Affaire Nilsen & Johnsen c. Norvège : comme l’avait exprimé à juste titre le tribunal municipal norvégien ayant examiné l’affaire en première instance puis après lui la cour suprême de Norvège, une affirmation relative à la nature de l’intention d’une personne est clairement une allégation relative à un fait sauf bien sur à affirmer que les intentions sont de pures illusions. Les procès d’intention sont faciles à faire mais force est de constater que par exemple en droit pénal, il est crucial de pouvoir tenter de démontrer l’existence ou non d’une intention.
Pourquoi la CEDH qualifie t‐elle de jugements de valeur ce qui est assez clairement un ensemble de jugements de fait ?
Ce jugement porte sur des faits qui sont difficiles à démontrer. Or pour ces faits, le même raisonnement devrait pouvoir s’appliquer que celui dont font l’objet les jugements de valeur dont la preuve est impossible à démontrer pour la cour. La distinction entre faits et valeurs ne correspond qu’imparfaitement à la démarcation entre affirmation démontrable et difficilement démontrable.
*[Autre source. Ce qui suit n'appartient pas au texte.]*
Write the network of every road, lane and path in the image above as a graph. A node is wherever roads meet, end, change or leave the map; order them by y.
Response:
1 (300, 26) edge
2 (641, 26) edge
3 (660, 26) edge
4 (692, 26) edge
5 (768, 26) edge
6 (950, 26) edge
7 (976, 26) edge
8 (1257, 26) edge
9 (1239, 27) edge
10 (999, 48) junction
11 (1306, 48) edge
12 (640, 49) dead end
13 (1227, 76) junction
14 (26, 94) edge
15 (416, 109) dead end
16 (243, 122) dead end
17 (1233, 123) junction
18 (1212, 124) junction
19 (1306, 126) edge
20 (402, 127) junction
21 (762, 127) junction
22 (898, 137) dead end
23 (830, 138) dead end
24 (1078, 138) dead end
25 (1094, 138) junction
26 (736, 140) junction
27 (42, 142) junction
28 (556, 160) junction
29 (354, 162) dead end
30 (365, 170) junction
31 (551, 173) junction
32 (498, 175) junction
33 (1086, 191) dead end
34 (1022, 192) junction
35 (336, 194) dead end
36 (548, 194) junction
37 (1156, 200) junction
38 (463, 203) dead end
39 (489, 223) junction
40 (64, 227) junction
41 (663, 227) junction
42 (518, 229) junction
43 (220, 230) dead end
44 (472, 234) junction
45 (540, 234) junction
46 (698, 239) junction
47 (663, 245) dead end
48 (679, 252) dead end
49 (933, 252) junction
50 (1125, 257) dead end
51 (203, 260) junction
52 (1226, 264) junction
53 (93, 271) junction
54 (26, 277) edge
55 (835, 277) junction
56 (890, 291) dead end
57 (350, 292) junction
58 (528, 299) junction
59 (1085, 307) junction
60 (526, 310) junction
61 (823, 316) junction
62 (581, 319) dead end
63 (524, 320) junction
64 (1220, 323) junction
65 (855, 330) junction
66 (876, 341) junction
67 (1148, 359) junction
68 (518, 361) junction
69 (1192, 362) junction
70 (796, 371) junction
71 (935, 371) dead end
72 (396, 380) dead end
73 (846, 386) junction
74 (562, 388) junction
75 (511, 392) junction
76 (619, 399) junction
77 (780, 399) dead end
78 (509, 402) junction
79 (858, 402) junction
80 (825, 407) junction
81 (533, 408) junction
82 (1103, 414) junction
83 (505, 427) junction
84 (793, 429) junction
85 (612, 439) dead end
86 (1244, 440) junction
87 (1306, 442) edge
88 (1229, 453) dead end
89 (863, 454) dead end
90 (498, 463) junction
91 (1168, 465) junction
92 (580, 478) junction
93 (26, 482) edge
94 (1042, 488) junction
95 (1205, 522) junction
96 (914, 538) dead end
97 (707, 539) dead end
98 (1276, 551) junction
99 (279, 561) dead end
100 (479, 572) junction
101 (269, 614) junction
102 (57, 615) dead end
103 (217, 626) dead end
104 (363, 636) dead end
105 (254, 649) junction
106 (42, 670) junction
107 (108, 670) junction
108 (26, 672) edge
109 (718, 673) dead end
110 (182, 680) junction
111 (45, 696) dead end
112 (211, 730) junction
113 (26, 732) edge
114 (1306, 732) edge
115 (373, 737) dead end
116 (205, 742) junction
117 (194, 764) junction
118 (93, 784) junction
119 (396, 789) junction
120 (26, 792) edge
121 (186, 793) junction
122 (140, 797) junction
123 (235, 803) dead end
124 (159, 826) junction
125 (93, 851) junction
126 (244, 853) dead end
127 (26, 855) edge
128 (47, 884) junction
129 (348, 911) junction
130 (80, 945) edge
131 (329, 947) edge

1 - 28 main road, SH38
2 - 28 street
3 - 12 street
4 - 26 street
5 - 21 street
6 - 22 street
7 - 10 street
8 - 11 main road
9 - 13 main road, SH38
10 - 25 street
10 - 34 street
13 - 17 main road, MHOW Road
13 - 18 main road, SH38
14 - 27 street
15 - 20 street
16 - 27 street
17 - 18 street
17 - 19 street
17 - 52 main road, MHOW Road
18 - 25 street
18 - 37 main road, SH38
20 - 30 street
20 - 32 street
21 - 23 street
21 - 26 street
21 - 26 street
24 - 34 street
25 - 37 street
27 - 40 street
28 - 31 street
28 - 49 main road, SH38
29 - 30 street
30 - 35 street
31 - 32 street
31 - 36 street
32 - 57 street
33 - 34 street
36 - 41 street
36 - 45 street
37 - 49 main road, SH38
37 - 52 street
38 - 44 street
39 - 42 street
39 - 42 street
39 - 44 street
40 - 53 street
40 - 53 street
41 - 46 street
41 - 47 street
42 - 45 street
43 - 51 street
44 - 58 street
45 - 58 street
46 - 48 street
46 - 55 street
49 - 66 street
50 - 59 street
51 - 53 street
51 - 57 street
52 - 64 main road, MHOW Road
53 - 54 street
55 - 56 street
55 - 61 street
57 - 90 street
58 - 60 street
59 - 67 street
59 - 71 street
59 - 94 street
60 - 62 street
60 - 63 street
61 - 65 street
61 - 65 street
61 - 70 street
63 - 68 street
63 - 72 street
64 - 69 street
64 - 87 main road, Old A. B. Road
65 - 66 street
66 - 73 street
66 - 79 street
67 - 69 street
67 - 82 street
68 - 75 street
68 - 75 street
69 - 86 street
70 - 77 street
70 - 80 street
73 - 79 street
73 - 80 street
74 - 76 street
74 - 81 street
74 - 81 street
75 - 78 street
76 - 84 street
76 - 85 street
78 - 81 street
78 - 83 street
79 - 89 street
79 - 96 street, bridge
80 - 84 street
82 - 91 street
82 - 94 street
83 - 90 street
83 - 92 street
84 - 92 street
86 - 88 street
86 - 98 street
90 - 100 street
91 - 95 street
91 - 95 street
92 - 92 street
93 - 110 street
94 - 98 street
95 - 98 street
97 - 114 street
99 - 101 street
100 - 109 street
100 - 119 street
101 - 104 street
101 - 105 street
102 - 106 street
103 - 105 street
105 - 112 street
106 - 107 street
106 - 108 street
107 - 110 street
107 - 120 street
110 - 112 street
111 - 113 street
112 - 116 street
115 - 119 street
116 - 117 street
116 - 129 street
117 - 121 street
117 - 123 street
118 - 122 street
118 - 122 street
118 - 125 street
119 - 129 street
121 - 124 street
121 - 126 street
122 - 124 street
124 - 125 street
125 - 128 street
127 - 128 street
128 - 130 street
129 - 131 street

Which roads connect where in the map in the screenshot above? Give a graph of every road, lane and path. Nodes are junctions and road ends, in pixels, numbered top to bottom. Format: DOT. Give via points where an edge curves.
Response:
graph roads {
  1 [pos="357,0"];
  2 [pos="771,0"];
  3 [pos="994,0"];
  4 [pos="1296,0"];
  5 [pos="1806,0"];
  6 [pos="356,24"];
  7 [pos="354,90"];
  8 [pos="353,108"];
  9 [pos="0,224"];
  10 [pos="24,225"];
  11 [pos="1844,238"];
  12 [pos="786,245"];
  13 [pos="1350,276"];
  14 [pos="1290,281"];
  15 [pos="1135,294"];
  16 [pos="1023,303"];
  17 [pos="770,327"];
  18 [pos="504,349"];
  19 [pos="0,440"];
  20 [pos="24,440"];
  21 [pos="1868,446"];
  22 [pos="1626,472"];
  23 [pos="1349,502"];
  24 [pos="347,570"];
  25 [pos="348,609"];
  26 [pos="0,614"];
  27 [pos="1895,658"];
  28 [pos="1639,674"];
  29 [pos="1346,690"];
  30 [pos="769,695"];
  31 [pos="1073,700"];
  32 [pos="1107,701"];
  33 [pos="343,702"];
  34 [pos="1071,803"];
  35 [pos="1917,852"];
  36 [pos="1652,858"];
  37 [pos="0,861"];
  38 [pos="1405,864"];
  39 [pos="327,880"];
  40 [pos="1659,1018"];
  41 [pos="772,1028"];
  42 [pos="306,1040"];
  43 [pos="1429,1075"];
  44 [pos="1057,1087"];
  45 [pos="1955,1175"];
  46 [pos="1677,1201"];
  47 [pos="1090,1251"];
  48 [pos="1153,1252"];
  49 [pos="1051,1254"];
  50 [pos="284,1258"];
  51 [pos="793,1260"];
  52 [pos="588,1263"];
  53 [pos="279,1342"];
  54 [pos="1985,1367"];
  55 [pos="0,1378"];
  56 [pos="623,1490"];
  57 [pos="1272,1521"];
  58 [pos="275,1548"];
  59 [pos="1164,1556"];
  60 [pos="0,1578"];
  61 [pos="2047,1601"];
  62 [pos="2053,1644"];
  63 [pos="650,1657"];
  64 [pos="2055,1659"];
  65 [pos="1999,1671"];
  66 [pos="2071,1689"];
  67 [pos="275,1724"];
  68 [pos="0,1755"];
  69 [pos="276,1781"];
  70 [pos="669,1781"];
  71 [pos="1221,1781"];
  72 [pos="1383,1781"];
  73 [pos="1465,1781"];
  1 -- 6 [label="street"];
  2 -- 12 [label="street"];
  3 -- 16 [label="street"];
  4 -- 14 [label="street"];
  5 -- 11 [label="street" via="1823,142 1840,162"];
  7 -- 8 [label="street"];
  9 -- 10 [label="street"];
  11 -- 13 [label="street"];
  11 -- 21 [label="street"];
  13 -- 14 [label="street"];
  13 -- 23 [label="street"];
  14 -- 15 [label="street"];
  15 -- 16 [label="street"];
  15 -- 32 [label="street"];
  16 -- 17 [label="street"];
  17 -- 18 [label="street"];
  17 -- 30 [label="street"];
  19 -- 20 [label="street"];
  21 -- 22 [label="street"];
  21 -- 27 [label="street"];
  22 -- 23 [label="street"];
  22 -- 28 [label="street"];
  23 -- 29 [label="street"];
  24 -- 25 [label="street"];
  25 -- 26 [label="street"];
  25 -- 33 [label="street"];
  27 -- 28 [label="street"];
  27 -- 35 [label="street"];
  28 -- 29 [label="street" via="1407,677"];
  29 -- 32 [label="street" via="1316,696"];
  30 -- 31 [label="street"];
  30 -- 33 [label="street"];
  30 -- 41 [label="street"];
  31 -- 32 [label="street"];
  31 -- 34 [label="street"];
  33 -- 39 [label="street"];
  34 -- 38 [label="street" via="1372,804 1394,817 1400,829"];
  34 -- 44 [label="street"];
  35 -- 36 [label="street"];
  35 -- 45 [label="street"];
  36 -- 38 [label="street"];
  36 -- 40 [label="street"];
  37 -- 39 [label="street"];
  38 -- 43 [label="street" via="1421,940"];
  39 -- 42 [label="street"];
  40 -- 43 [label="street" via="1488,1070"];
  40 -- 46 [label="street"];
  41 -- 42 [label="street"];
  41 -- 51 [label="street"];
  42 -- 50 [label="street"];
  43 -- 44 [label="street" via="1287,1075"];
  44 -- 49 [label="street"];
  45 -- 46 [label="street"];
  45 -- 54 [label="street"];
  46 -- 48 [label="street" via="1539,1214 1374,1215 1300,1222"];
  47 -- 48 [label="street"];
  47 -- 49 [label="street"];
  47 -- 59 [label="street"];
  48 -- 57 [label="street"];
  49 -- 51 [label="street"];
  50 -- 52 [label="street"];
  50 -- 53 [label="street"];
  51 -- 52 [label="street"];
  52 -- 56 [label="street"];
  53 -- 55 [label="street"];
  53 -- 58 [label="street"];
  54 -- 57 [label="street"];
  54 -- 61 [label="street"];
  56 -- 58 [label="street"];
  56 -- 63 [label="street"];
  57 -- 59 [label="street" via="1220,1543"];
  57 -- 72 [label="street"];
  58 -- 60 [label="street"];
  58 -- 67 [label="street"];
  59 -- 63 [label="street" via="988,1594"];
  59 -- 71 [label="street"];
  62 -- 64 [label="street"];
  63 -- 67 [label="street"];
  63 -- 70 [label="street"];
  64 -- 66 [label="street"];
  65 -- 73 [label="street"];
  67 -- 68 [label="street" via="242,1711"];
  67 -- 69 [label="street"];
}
Pour éviter de soumettre à un régime strict une affirmation difficilement démontrable en raison de sa nature, la cour a préféré qualifier de jugement de valeur ce qui en réalité est un jugement de fait.
Il semble que pour la cour la qualification de jugements de valeur réponde plus à la volonté de garantir une meilleure protection de la liberté d’expression qu’à une qualification exacte de la nature des jugements.